Iran Sets Cyber Crime Policy ahead of New Elections

Stop Fundamentalism – An official of Iran’s Judiciary announced new limitations on using cyber space and content publishing on the internet ahead of the upcoming parliamentary elections.

“Publishing criminal content is a crime,” said Abdol-Samad Khoramabadi to news reporters Sunday, referring to using the internet to expose the undemocratic nature of elections in Iran where only certain people approved by authorities get to participate.

Just last week a number of top officials speaking at Friday sermons held across the country said clearly that only those completely dedicated to the Supreme Leader, Ali Khamenei, should be allowed to enter Majlis (Parliament).

Elections in Iran are known to be sham among many Iranians and candidates have to go through many types of checking mechanisms before they are allowed to run.

“In Iran you cannot expect to have free elections where all the candidates are filtered and only those closely affiliated to the Supreme Leader and who endorse the principle of the Velayat-e Faghih (Absolute Rule of Clirics) will be allowed to become candidates,” says a young Iranian dissident who just left Iran a few months ago.

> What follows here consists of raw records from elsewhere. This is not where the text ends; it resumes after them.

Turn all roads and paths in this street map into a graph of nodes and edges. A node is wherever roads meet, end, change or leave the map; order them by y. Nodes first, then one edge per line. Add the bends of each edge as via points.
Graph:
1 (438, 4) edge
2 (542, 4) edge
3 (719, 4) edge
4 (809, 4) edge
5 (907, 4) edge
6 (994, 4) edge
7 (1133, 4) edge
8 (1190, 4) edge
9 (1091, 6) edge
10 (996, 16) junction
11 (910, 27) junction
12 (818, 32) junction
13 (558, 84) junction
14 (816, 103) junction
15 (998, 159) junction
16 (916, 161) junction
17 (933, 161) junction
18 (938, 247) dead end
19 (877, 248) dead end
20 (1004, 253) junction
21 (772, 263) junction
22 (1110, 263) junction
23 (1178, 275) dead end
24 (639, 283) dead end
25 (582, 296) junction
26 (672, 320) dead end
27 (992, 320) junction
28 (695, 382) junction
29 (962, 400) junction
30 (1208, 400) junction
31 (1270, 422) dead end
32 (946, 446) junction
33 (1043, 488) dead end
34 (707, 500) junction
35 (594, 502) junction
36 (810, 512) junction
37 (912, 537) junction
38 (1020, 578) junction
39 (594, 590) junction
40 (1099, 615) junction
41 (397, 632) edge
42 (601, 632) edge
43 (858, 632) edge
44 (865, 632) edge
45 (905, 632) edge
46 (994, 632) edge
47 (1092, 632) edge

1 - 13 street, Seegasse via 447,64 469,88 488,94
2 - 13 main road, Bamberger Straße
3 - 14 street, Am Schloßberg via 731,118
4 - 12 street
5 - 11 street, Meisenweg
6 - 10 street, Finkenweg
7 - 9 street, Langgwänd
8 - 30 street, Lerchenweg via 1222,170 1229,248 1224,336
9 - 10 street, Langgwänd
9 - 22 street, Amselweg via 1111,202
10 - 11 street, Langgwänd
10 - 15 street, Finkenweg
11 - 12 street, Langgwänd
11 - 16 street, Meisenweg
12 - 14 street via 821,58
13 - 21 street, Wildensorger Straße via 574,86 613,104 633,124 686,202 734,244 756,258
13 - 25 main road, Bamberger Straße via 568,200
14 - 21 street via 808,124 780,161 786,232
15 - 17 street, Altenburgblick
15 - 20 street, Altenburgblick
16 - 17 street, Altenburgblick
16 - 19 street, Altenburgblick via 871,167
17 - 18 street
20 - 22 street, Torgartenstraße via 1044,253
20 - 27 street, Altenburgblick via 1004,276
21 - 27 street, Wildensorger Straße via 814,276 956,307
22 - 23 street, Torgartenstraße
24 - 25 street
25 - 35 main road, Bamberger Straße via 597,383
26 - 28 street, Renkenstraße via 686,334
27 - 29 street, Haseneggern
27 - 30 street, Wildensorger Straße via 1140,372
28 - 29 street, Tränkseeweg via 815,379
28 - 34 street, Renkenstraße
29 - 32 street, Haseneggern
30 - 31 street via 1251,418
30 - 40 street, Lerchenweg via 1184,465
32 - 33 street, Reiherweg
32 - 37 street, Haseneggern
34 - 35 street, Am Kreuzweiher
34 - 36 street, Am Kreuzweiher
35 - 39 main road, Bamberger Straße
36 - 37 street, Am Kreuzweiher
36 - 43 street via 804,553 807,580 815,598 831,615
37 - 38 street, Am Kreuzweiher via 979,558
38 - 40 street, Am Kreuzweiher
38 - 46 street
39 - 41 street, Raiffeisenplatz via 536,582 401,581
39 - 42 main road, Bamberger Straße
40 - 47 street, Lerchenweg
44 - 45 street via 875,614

During past few years internet has literally been a thorn in the side of the Iranian regime as it renders the government incapable of exercising its complete control over the media and what is published.

“All websites are responsible to refrain from publishing ‘criminal content’ which is categorized in the list published,” says Khoramabadi referring to a list of 25 restrictions he distributed among reporters.  He added, “In additions to prosecution of perpetrators, their websites will be shutdown as a punitive measure.”

Reporters without Boarders, an international rights group dedicated to defending journalists around the world, has described Iran to a “prinson for Journalists.”  Iran is known to have one of the highest number of journalists and bloggers in prison.

The foremost criterion mentioned in the list that describes ‘criminal content’ is to “publish any type of content to compel people to boycott the elections in a bid to lower the overall voter participation.”

Iran uses advance filtering systems to block content and information from exiled dissidents and its opposition to get into the hands of the country’s youth population.

Internet and online social media has been named to be the most effective factor aiding the 2009 post-election street protests that nearly toppled clerical regime’s 33 year rule.